[Stored dataset items]
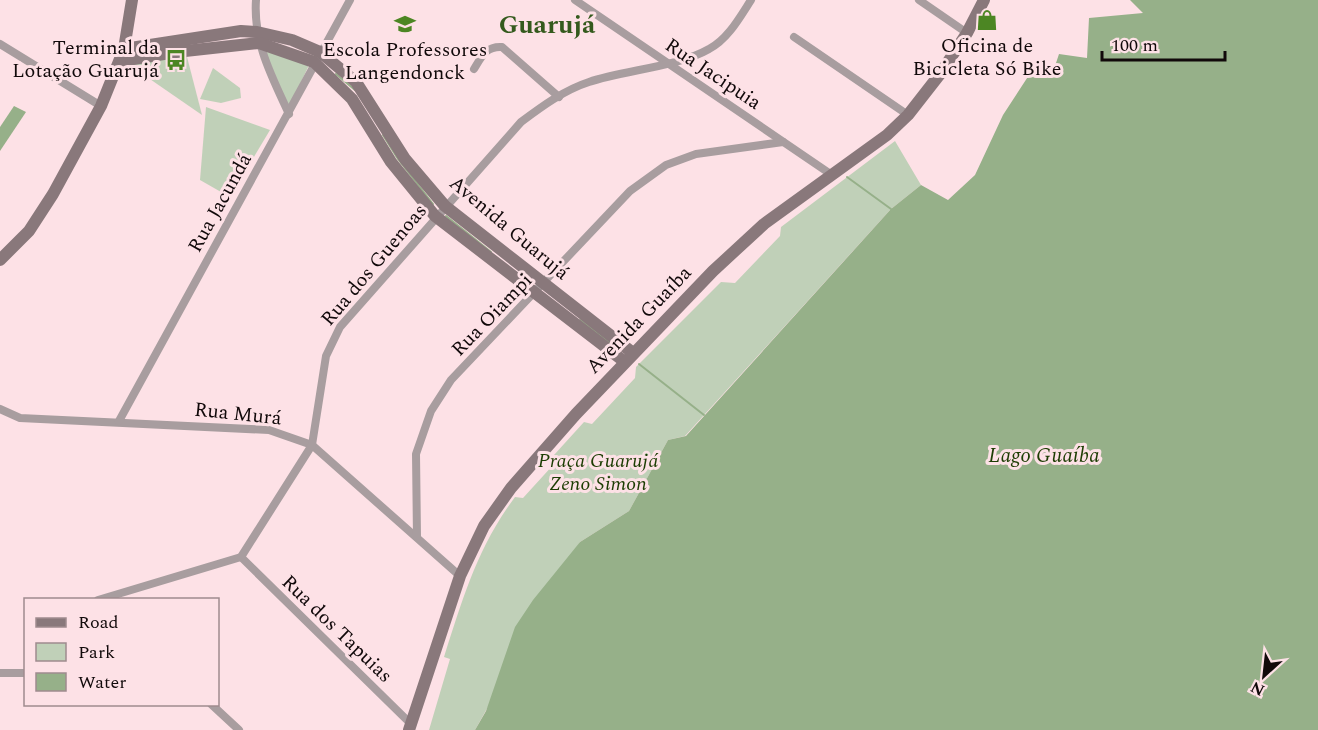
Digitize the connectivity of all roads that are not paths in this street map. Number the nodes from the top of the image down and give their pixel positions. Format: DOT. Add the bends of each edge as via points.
graph roads {
  1 [pos="132,0"];
  2 [pos="256,0"];
  3 [pos="350,0"];
  4 [pos="575,0"];
  5 [pos="751,0"];
  6 [pos="919,0"];
  7 [pos="984,0"];
  8 [pos="967,33"];
  9 [pos="794,37"];
  10 [pos="258,38"];
  11 [pos="0,45"];
  12 [pos="122,55"];
  13 [pos="317,57"];
  14 [pos="667,63"];
  15 [pos="474,69"];
  16 [pos="559,97"];
  17 [pos="101,106"];
  18 [pos="289,114"];
  19 [pos="908,115"];
  20 [pos="783,142"];
  21 [pos="832,175"];
  22 [pos="445,206"];
  23 [pos="435,216"];
  24 [pos="0,260"];
  25 [pos="540,289"];
  26 [pos="629,357"];
  27 [pos="0,409"];
  28 [pos="119,421"];
  29 [pos="312,445"];
  30 [pos="417,537"];
  31 [pos="241,557"];
  32 [pos="460,576"];
  33 [pos="123,596"];
  34 [pos="0,673"];
  35 [pos="24,673"];
  36 [pos="212,706"];
  37 [pos="410,727"];
  38 [pos="238,730"];
  1 -- 12 [label="street"];
  2 -- 10 [label="street" via="254,21"];
  3 -- 13 [label="street, Rua Jacundá"];
  4 -- 14 [label="street, Rua Jacipuia"];
  5 -- 14 [label="street, Rua dos Guenoas" via="731,30 710,49"];
  6 -- 8 [label="street"];
  7 -- 8 [label="street, Avenida Guaíba"];
  8 -- 19 [label="street, Avenida Guaíba"];
  9 -- 19 [label="street"];
  10 -- 12 [label="street, Avenida Guarujá" via="176,52"];
  10 -- 13 [label="street, Avenida Guarujá"];
  10 -- 18 [label="street"];
  11 -- 17 [label="street"];
  12 -- 17 [label="street"];
  13 -- 18 [label="street, Rua Jacundá"];
  13 -- 22 [label="street, Avenida Guarujá" via="362,89 405,159"];
  13 -- 23 [label="street, Avenida Guarujá" via="352,99 391,162"];
  14 -- 16 [label="street, Rua dos Guenoas" via="587,82"];
  14 -- 20 [label="street, Rua Jacipuia"];
  15 -- 16 [label="street" via="486,51 502,47"];
  16 -- 22 [label="street, Rua dos Guenoas" via="521,122"];
  17 -- 24 [label="street" via="29,231"];
  18 -- 28 [label="street, Rua Jacundá"];
  19 -- 21 [label="street, Avenida Guaíba"];
  20 -- 21 [label="street, Rua Jacipuia"];
  20 -- 25 [label="street, Rua Oiampi" via="696,154 666,165 630,191"];
  21 -- 26 [label="street, Avenida Guaíba" via="764,224"];
  22 -- 23 [label="street, Rua dos Guenoas"];
  22 -- 25 [label="street, Avenida Guarujá"];
  23 -- 25 [label="street, Avenida Guarujá"];
  23 -- 29 [label="street, Rua dos Guenoas" via="331,341"];
  25 -- 26 [label="street, Avenida Guarujá"];
  25 -- 30 [label="street, Rua Oiampi" via="451,380 431,411 416,454"];
  26 -- 32 [label="street, Avenida Guaíba" via="511,488 484,526"];
  27 -- 28 [label="street, Rua Murá" via="20,418"];
  28 -- 29 [label="street, Rua Murá" via="269,430"];
  29 -- 30 [label="street, Rua Murá"];
  29 -- 31 [label="street, Rua dos Guenoas"];
  30 -- 32 [label="street, Rua Murá"];
  31 -- 33 [label="street"];
  31 -- 37 [label="street, Rua dos Tapuias"];
  32 -- 37 [label="street, Avenida Guaíba"];
  34 -- 35 [label="street"];
  36 -- 38 [label="street"];
}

* _Work instructions_
Your answer must be the records above, copied exactly, with no pictures.

* _Solution to this task_
Digitize the connectivity of all roads that are not paths in this street map. Number the nodes from the top of the image down and give their pixel positions. Format: DOT. Add the bends of each edge as via points.
graph roads {
  1 [pos="132,0"];
  2 [pos="256,0"];
  3 [pos="350,0"];
  4 [pos="575,0"];
  5 [pos="751,0"];
  6 [pos="919,0"];
  7 [pos="984,0"];
  8 [pos="967,33"];
  9 [pos="794,37"];
  10 [pos="258,38"];
  11 [pos="0,45"];
  12 [pos="122,55"];
  13 [pos="317,57"];
  14 [pos="667,63"];
  15 [pos="474,69"];
  16 [pos="559,97"];
  17 [pos="101,106"];
  18 [pos="289,114"];
  19 [pos="908,115"];
  20 [pos="783,142"];
  21 [pos="832,175"];
  22 [pos="445,206"];
  23 [pos="435,216"];
  24 [pos="0,260"];
  25 [pos="540,289"];
  26 [pos="629,357"];
  27 [pos="0,409"];
  28 [pos="119,421"];
  29 [pos="312,445"];
  30 [pos="417,537"];
  31 [pos="241,557"];
  32 [pos="460,576"];
  33 [pos="123,596"];
  34 [pos="0,673"];
  35 [pos="24,673"];
  36 [pos="212,706"];
  37 [pos="410,727"];
  38 [pos="238,730"];
  1 -- 12 [label="street"];
  2 -- 10 [label="street" via="254,21"];
  3 -- 13 [label="street, Rua Jacundá"];
  4 -- 14 [label="street, Rua Jacipuia"];
  5 -- 14 [label="street, Rua dos Guenoas" via="731,30 710,49"];
  6 -- 8 [label="street"];
  7 -- 8 [label="street, Avenida Guaíba"];
  8 -- 19 [label="street, Avenida Guaíba"];
  9 -- 19 [label="street"];
  10 -- 12 [label="street, Avenida Guarujá" via="176,52"];
  10 -- 13 [label="street, Avenida Guarujá"];
  10 -- 18 [label="street"];
  11 -- 17 [label="street"];
  12 -- 17 [label="street"];
  13 -- 18 [label="street, Rua Jacundá"];
  13 -- 22 [label="street, Avenida Guarujá" via="362,89 405,159"];
  13 -- 23 [label="street, Avenida Guarujá" via="352,99 391,162"];
  14 -- 16 [label="street, Rua dos Guenoas" via="587,82"];
  14 -- 20 [label="street, Rua Jacipuia"];
  15 -- 16 [label="street" via="486,51 502,47"];
  16 -- 22 [label="street, Rua dos Guenoas" via="521,122"];
  17 -- 24 [label="street" via="29,231"];
  18 -- 28 [label="street, Rua Jacundá"];
  19 -- 21 [label="street, Avenida Guaíba"];
  20 -- 21 [label="street, Rua Jacipuia"];
  20 -- 25 [label="street, Rua Oiampi" via="696,154 666,165 630,191"];
  21 -- 26 [label="street, Avenida Guaíba" via="764,224"];
  22 -- 23 [label="street, Rua dos Guenoas"];
  22 -- 25 [label="street, Avenida Guarujá"];
  23 -- 25 [label="street, Avenida Guarujá"];
  23 -- 29 [label="street, Rua dos Guenoas" via="331,341"];
  25 -- 26 [label="street, Avenida Guarujá"];
  25 -- 30 [label="street, Rua Oiampi" via="451,380 431,411 416,454"];
  26 -- 32 [label="street, Avenida Guaíba" via="511,488 484,526"];
  27 -- 28 [label="street, Rua Murá" via="20,418"];
  28 -- 29 [label="street, Rua Murá" via="269,430"];
  29 -- 30 [label="street, Rua Murá"];
  29 -- 31 [label="street, Rua dos Guenoas"];
  30 -- 32 [label="street, Rua Murá"];
  31 -- 33 [label="street"];
  31 -- 37 [label="street, Rua dos Tapuias"];
  32 -- 37 [label="street, Avenida Guaíba"];
  34 -- 35 [label="street"];
  36 -- 38 [label="street"];
}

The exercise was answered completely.